Now that we have the slope of the original line, m1 = -2/3, we can find out what the equation of the line perpendicular to the original line.
By definition, “Perpendicular lines have negative reciprocal slopes.” What this means is that if you multiply the slope of the original equation (m1 = -2/3) by the slope of the line perpendicular to the original equation (m2), their product will equal to -1.

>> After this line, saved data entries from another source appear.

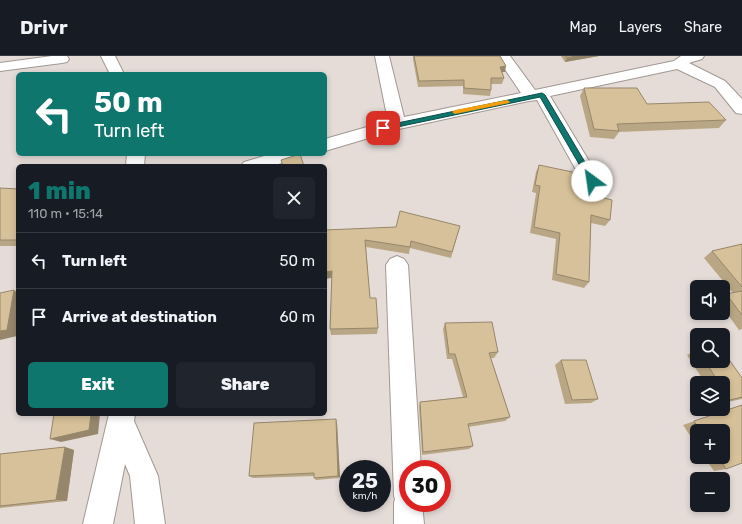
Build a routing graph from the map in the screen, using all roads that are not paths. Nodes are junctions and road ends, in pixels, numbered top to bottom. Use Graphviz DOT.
graph roads {
  1 [pos="108,56"];
  2 [pos="382,56"];
  3 [pos="503,56"];
  4 [pos="62,59"];
  5 [pos="686,59"];
  6 [pos="0,66"];
  7 [pos="116,72"];
  8 [pos="537,96"];
  9 [pos="742,109"];
  10 [pos="397,124"];
  11 [pos="327,144"];
  12 [pos="285,156"];
  13 [pos="257,164"];
  14 [pos="592,181"];
  15 [pos="397,265"];
  16 [pos="122,418"];
  17 [pos="406,460"];
  18 [pos="408,512"];
  19 [pos="98,524"];
  20 [pos="150,524"];
  21 [pos="409,524"];
  1 -- 7 [label="street"];
  2 -- 10 [label="street"];
  3 -- 8 [label="street"];
  4 -- 6 [label="street"];
  5 -- 8 [label="street"];
  5 -- 9 [label="street"];
  8 -- 10 [label="street"];
  8 -- 14 [label="street"];
  10 -- 11 [label="street"];
  12 -- 13 [label="street"];
  15 -- 17 [label="street"];
  16 -- 19 [label="street"];
  16 -- 20 [label="street"];
  18 -- 21 [label="street"];
}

Since (m1 = - 2/3), then m2 = 3/2 because:
m1 × m2 = -1
-2/3 × 3/2 = -1.
Next, we will plug in the slope of the perpendicular line (m2 = 3/2) and the value of point (4,10) into the slope-intercept equation:
y = mx + b
y = 3/2x + b
10 = 3/2(4) + b
10 = 6 + b
Subtract 6 on both sides to solve for the y-intercept (b):
10 – 6 = 6 + b – 6
4 = b
The y-intercept of the perpendicular line is 4.
We can establish the equation of the perpendicular line as:
y = 3/2x + 4
Attached is a screenshot of both equations graphed on Desmos.
The graph shows intersection of lines y = -2/3x + 5/3 and y = 3/2x + 4 appear to be perpendicular (that is, they intersect at a 90° angle).